#### WORK ORDER:
Go line by line through the data and copy those with the word "dead".
────────────────────────────────────────
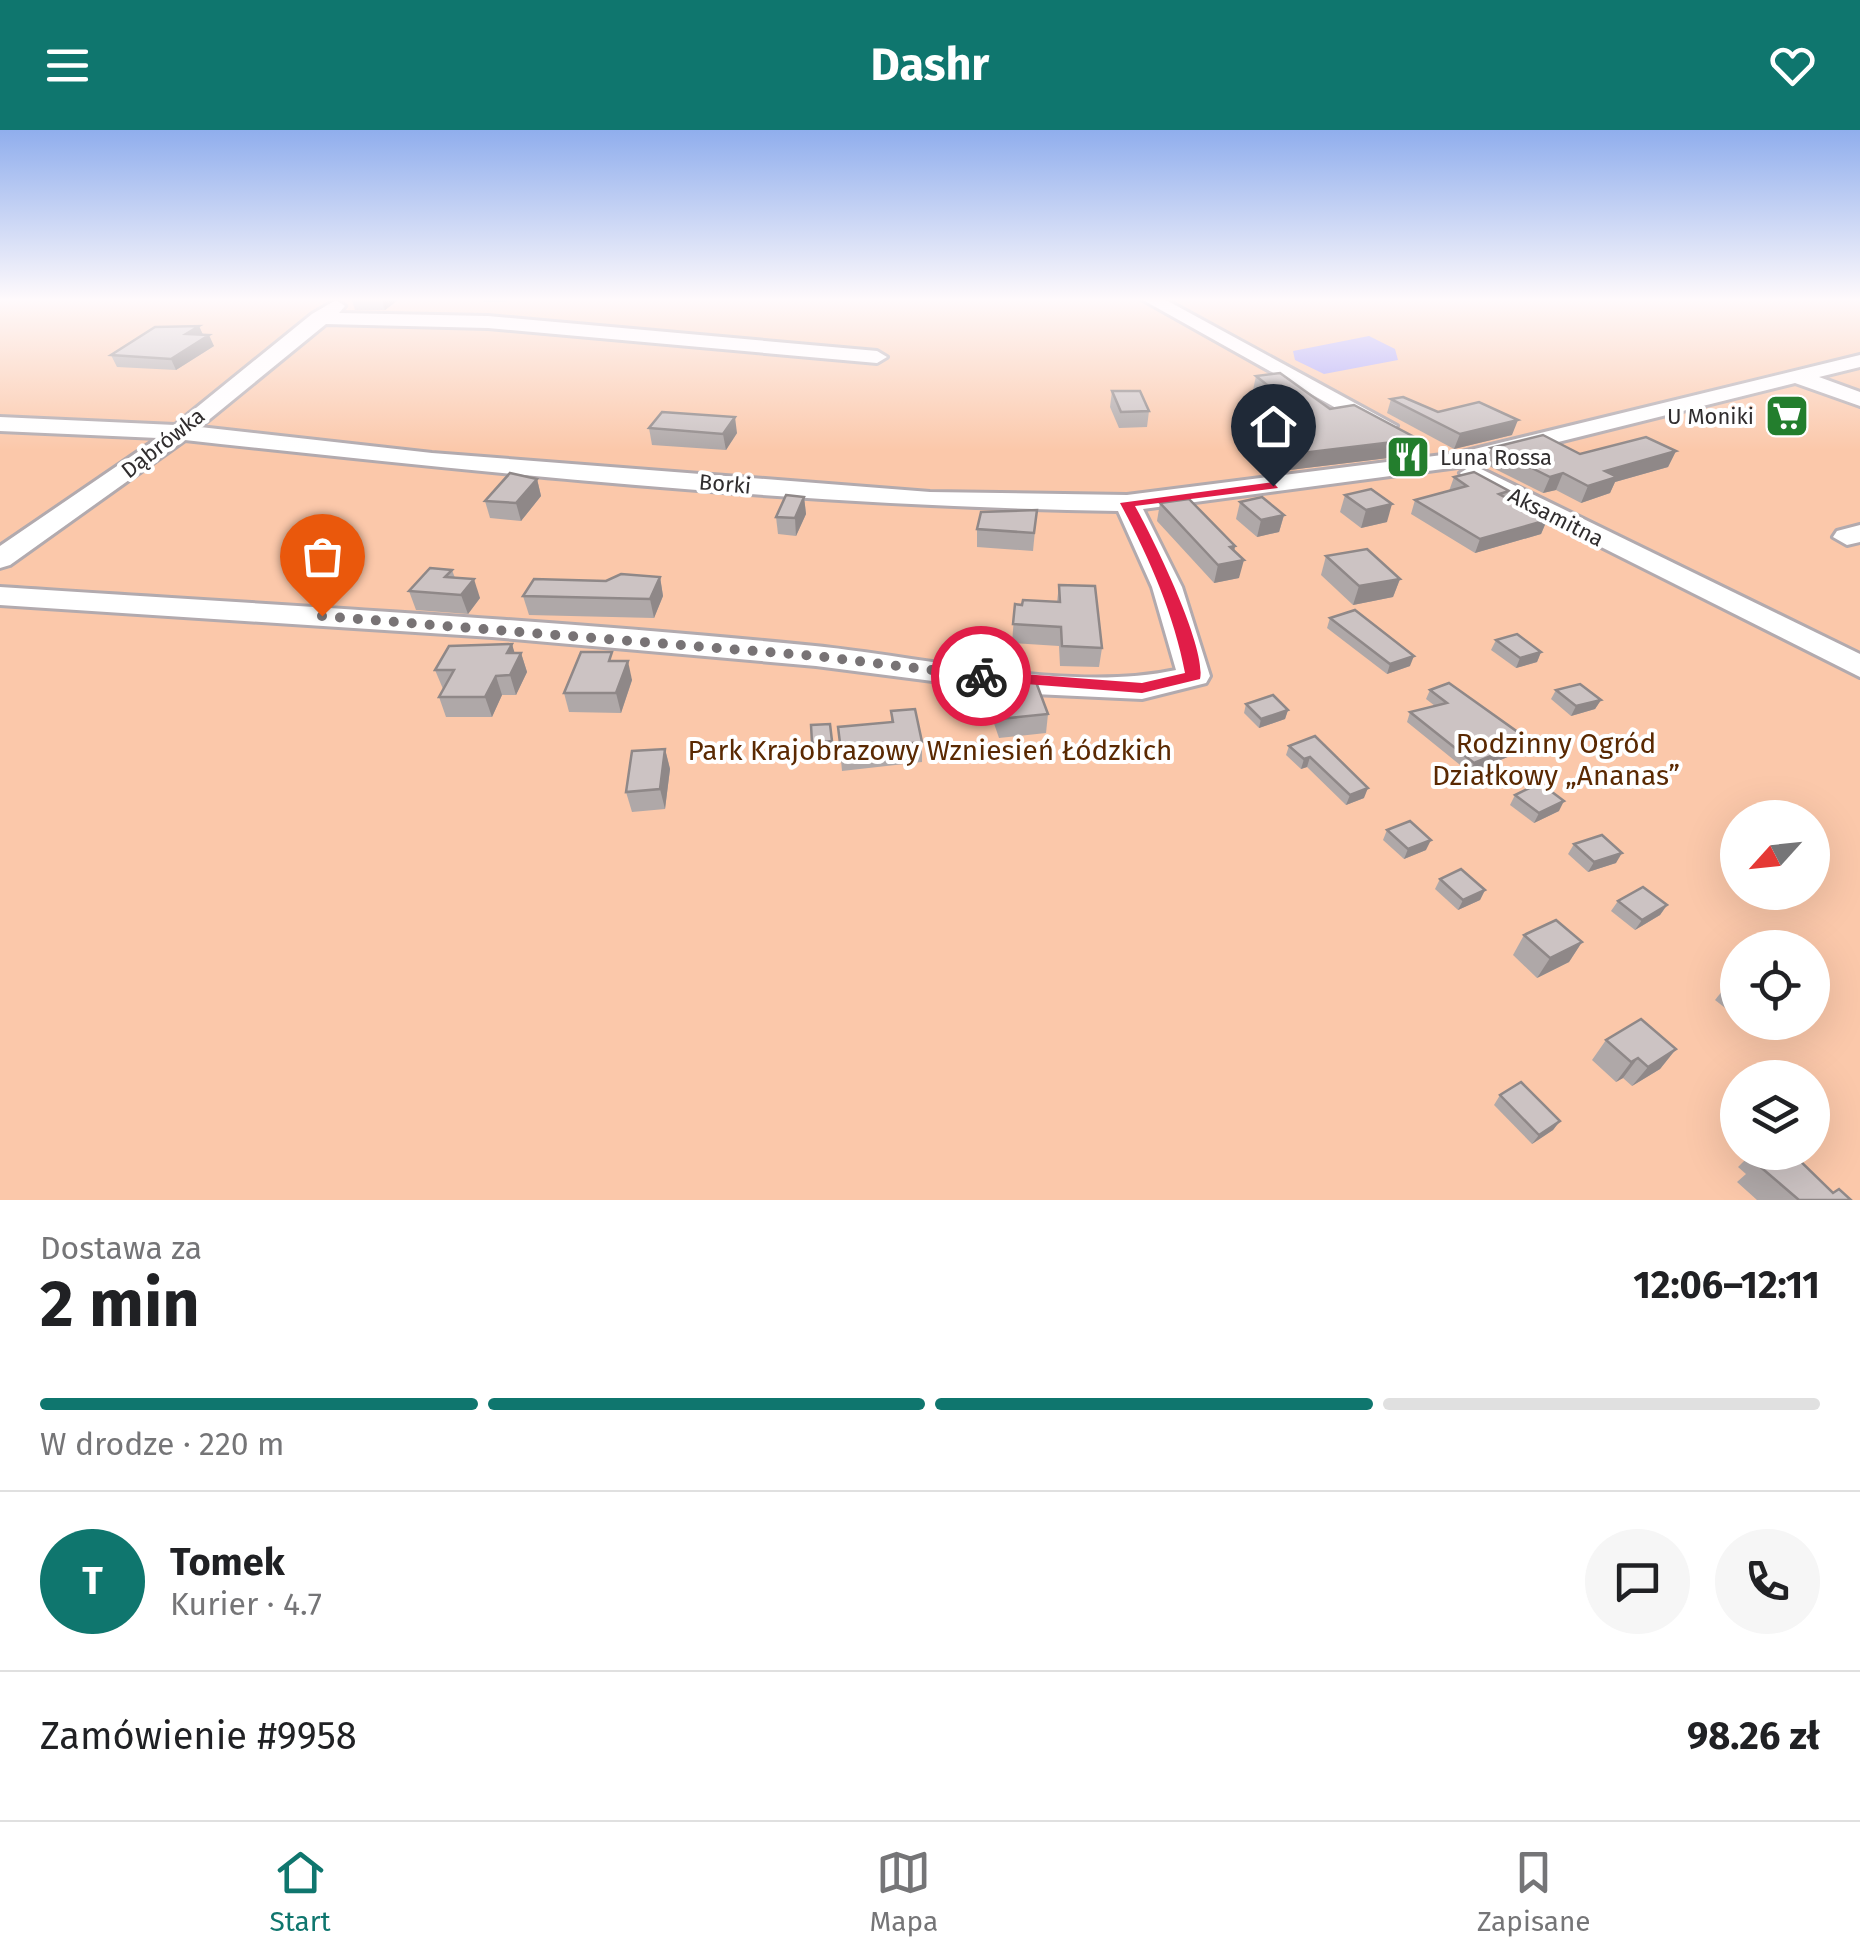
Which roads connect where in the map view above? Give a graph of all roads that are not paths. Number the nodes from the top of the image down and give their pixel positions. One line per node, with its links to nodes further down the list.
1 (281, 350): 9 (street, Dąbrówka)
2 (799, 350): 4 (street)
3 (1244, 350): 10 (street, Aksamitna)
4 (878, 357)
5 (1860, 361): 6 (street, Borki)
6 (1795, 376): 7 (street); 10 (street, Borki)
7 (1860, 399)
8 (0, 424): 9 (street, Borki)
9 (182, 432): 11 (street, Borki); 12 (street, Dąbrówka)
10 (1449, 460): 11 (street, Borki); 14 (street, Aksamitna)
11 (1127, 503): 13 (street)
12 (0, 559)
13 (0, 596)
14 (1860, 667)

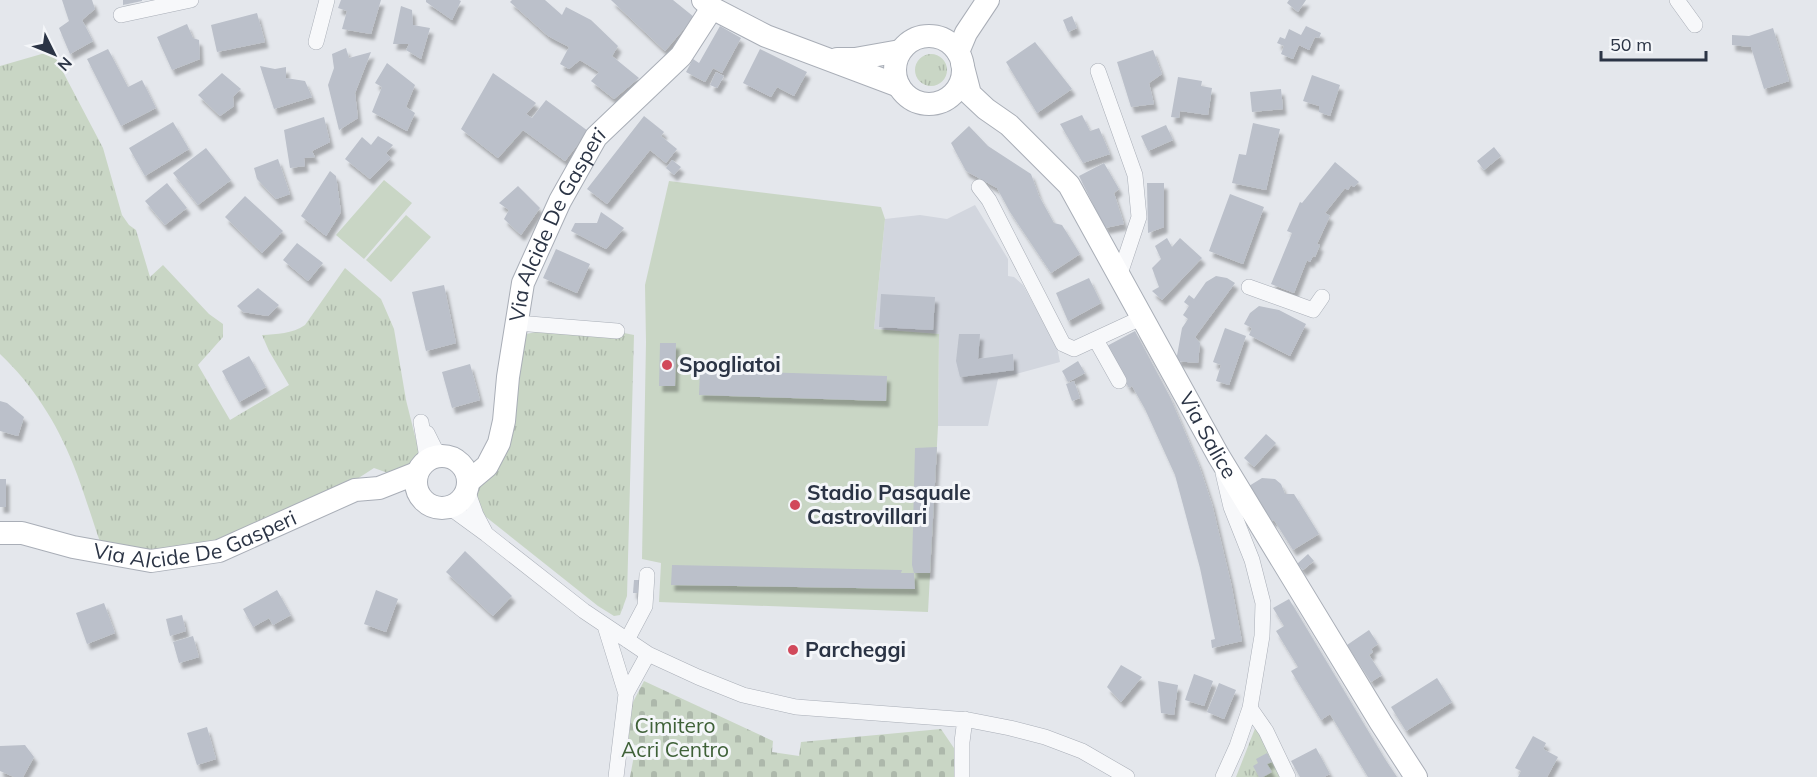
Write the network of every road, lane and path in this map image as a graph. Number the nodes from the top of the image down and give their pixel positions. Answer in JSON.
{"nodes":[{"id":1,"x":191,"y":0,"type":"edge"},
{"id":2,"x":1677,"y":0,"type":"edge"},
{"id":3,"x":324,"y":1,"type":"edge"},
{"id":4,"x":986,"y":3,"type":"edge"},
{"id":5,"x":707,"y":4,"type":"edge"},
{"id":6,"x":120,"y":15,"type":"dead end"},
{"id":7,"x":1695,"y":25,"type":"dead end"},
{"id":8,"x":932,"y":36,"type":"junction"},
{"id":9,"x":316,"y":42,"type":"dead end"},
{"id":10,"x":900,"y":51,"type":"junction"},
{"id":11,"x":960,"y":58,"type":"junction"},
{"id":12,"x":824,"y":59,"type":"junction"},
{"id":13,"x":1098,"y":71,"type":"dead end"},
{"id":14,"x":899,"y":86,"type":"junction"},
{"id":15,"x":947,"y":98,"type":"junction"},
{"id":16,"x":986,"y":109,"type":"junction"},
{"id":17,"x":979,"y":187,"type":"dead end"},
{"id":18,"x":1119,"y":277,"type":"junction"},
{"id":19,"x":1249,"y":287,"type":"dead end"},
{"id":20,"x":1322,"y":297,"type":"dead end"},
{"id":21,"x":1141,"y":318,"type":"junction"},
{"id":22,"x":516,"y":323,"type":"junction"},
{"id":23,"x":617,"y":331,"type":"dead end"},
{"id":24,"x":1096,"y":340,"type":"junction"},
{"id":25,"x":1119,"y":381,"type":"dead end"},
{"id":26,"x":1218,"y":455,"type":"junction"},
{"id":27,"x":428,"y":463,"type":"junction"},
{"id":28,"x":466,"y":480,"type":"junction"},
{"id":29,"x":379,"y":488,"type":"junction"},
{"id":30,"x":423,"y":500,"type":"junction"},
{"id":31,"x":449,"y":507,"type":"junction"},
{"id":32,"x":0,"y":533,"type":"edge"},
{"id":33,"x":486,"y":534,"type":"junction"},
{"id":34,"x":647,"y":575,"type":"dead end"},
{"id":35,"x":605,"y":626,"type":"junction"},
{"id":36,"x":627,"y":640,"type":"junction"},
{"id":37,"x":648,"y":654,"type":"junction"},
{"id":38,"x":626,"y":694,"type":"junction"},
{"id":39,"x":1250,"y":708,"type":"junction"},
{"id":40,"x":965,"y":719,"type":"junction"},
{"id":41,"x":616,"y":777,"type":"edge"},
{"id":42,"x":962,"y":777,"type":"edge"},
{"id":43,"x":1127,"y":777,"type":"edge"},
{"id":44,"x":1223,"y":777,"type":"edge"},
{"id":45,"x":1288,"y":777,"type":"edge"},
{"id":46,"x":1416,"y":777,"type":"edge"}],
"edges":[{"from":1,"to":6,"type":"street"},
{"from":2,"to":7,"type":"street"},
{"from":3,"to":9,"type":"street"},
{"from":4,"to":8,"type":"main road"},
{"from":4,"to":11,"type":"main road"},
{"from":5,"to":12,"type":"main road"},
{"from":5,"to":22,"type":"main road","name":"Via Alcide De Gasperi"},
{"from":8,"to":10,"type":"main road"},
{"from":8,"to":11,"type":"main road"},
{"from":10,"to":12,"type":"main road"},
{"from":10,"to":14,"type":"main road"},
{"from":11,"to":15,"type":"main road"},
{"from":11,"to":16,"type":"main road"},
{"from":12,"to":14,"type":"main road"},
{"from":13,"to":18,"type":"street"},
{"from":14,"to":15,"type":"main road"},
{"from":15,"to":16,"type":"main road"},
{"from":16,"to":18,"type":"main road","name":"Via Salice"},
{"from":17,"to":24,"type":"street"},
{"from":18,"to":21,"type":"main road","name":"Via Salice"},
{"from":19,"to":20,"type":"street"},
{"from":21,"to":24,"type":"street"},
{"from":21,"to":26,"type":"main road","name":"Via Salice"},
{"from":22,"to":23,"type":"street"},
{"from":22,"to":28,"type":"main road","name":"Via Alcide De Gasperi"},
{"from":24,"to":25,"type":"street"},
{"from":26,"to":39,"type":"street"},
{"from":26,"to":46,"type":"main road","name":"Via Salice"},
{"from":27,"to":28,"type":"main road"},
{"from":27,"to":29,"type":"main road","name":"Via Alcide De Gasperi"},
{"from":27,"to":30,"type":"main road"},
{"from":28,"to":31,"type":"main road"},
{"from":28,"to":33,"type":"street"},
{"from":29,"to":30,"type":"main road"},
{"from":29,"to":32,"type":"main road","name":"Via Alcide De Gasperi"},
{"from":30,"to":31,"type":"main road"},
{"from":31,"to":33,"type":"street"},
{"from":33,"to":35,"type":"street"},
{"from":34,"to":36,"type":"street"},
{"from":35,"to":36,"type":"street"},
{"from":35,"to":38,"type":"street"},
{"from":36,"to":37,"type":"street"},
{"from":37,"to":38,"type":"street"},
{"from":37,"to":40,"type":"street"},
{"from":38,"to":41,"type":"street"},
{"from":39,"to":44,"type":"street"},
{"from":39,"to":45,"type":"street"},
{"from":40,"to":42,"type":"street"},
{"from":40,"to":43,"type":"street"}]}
────────────────────────────────────────
#### ANSWER TO THE EXERCISE:
{"id":6,"x":120,"y":15,"type":"dead end"},
{"id":7,"x":1695,"y":25,"type":"dead end"},
{"id":9,"x":316,"y":42,"type":"dead end"},
{"id":13,"x":1098,"y":71,"type":"dead end"},
{"id":17,"x":979,"y":187,"type":"dead end"},
{"id":19,"x":1249,"y":287,"type":"dead end"},
{"id":20,"x":1322,"y":297,"type":"dead end"},
{"id":23,"x":617,"y":331,"type":"dead end"},
{"id":25,"x":1119,"y":381,"type":"dead end"},
{"id":34,"x":647,"y":575,"type":"dead end"},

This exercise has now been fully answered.